_REQUIRED WORK:_ Every line in the entries where "Pasar" is found should be copied.

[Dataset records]
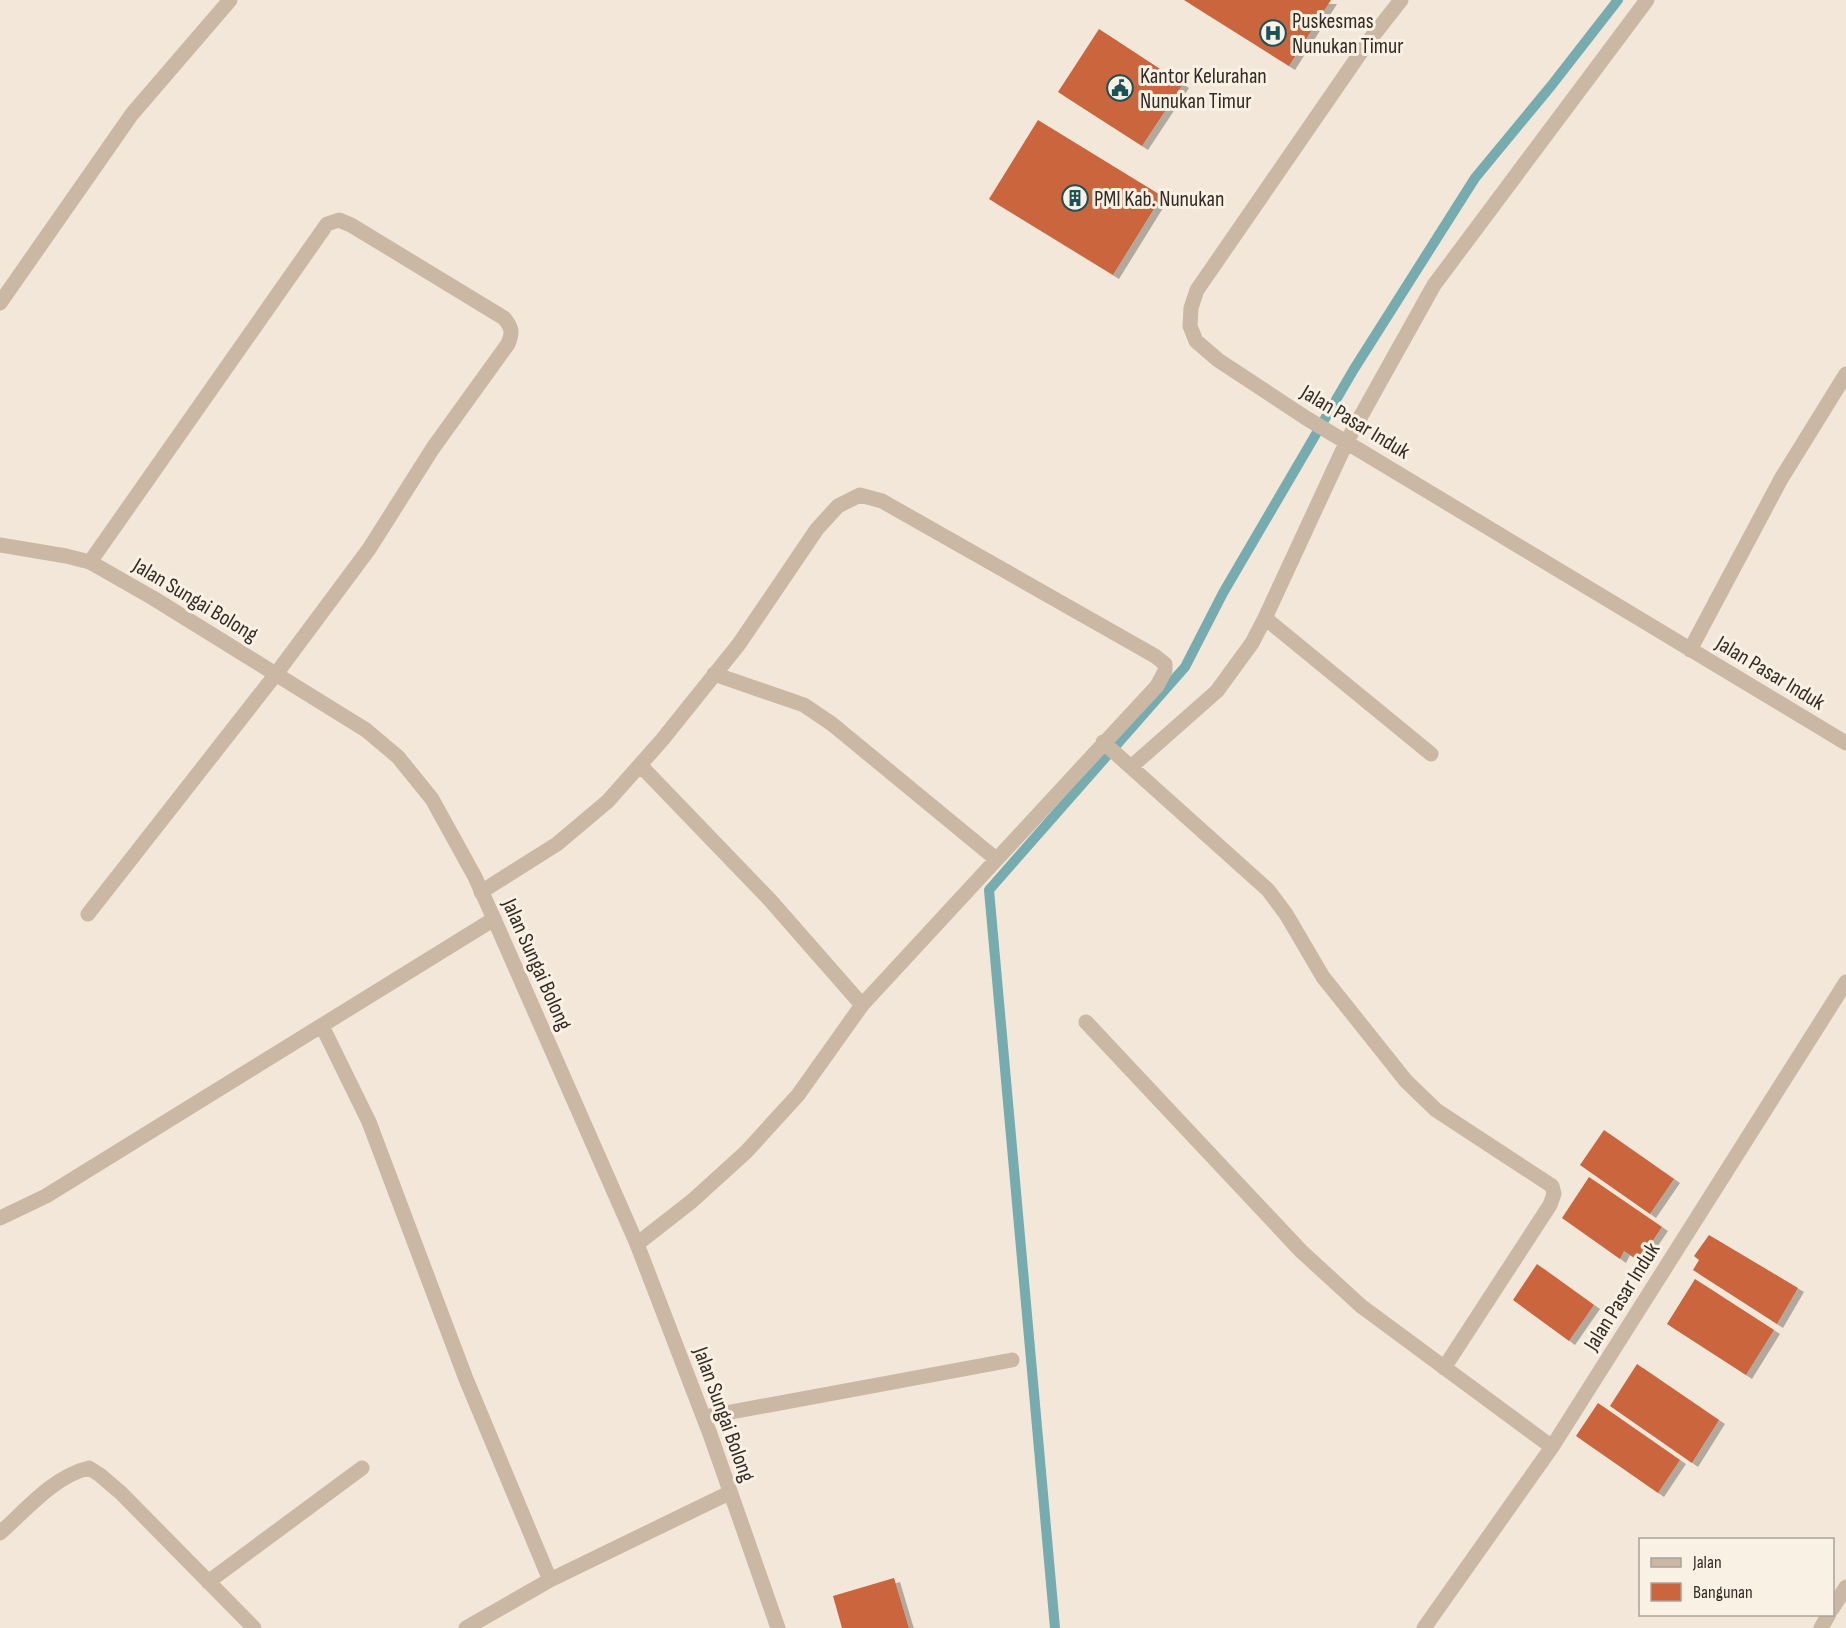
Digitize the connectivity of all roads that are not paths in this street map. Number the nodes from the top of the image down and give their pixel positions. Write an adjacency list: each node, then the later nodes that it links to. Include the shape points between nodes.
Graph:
1 (230, 0): 4 (street, via 132,114)
2 (1401, 0): 6 (street, Jalan Pasar Induk, via 1197,290 1191,308 1190,326 1196,341 1218,360)
3 (1647, 0): 6 (street, via 1434,285)
4 (0, 303)
5 (1846, 374): 10 (street, via 1781,479)
6 (1340, 437): 9 (street); 10 (street, Jalan Pasar Induk)
7 (0, 545): 8 (street, Jalan Sungai Bolong)
8 (90, 562): 11 (street, Jalan Sungai Bolong); 11 (street, via 327,224 339,220 369,236 504,318 513,334 433,448 369,549)
9 (1266, 618): 15 (street); 17 (street, via 1217,691)
10 (1690, 650): 14 (street, Jalan Pasar Induk)
11 (276, 674): 19 (street, Jalan Sungai Bolong, via 366,730 398,757 432,799); 20 (street)
12 (714, 674): 13 (street, via 739,644 817,529 838,506 860,495 882,501 1165,664 1157,686); 16 (street); 18 (street, via 804,705)
13 (1104, 743): 17 (street); 18 (street)
14 (1846, 743)
15 (1431, 754)
16 (640, 765): 19 (street, via 608,801 557,844); 23 (street, via 770,900)
17 (1132, 766): 29 (street, via 1268,890 1323,977 1406,1081 1436,1110 1552,1186 1550,1205)
18 (996, 859): 23 (street)
19 (481, 892): 21 (street, Jalan Sungai Bolong)
20 (88, 914)
21 (494, 919): 25 (street); 27 (street, Jalan Sungai Bolong)
22 (1846, 982): 31 (street, Jalan Pasar Induk)
23 (862, 1005): 27 (street, via 798,1095 746,1152)
24 (1086, 1022): 29 (street, via 1301,1251 1361,1306)
25 (322, 1026): 26 (street, via 46,1196); 35 (street, via 369,1122 466,1378)
26 (0, 1218)
27 (637, 1244): 30 (street, Jalan Sungai Bolong)
28 (1012, 1360): 30 (street)
29 (1444, 1368): 31 (street)
30 (704, 1417): 33 (street, Jalan Sungai Bolong)
31 (1552, 1447): 42 (street, Jalan Pasar Induk)
32 (362, 1468): 36 (street)
33 (729, 1493): 35 (street); 41 (street, Jalan Sungai Bolong)
34 (0, 1533): 36 (street, via 59,1481 89,1468 121,1494)
35 (550, 1580): 40 (street)
36 (207, 1582): 39 (street)
37 (1846, 1587): 38 (street)
38 (1834, 1607)
39 (254, 1628)
40 (466, 1628)
41 (778, 1628)
42 (1424, 1628)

_ANSWER TO THIS EXERCISE:_
2 (1401, 0): 6 (street, Jalan Pasar Induk, via 1197,290 1191,308 1190,326 1196,341 1218,360)
6 (1340, 437): 9 (street); 10 (street, Jalan Pasar Induk)
10 (1690, 650): 14 (street, Jalan Pasar Induk)
22 (1846, 982): 31 (street, Jalan Pasar Induk)
31 (1552, 1447): 42 (street, Jalan Pasar Induk)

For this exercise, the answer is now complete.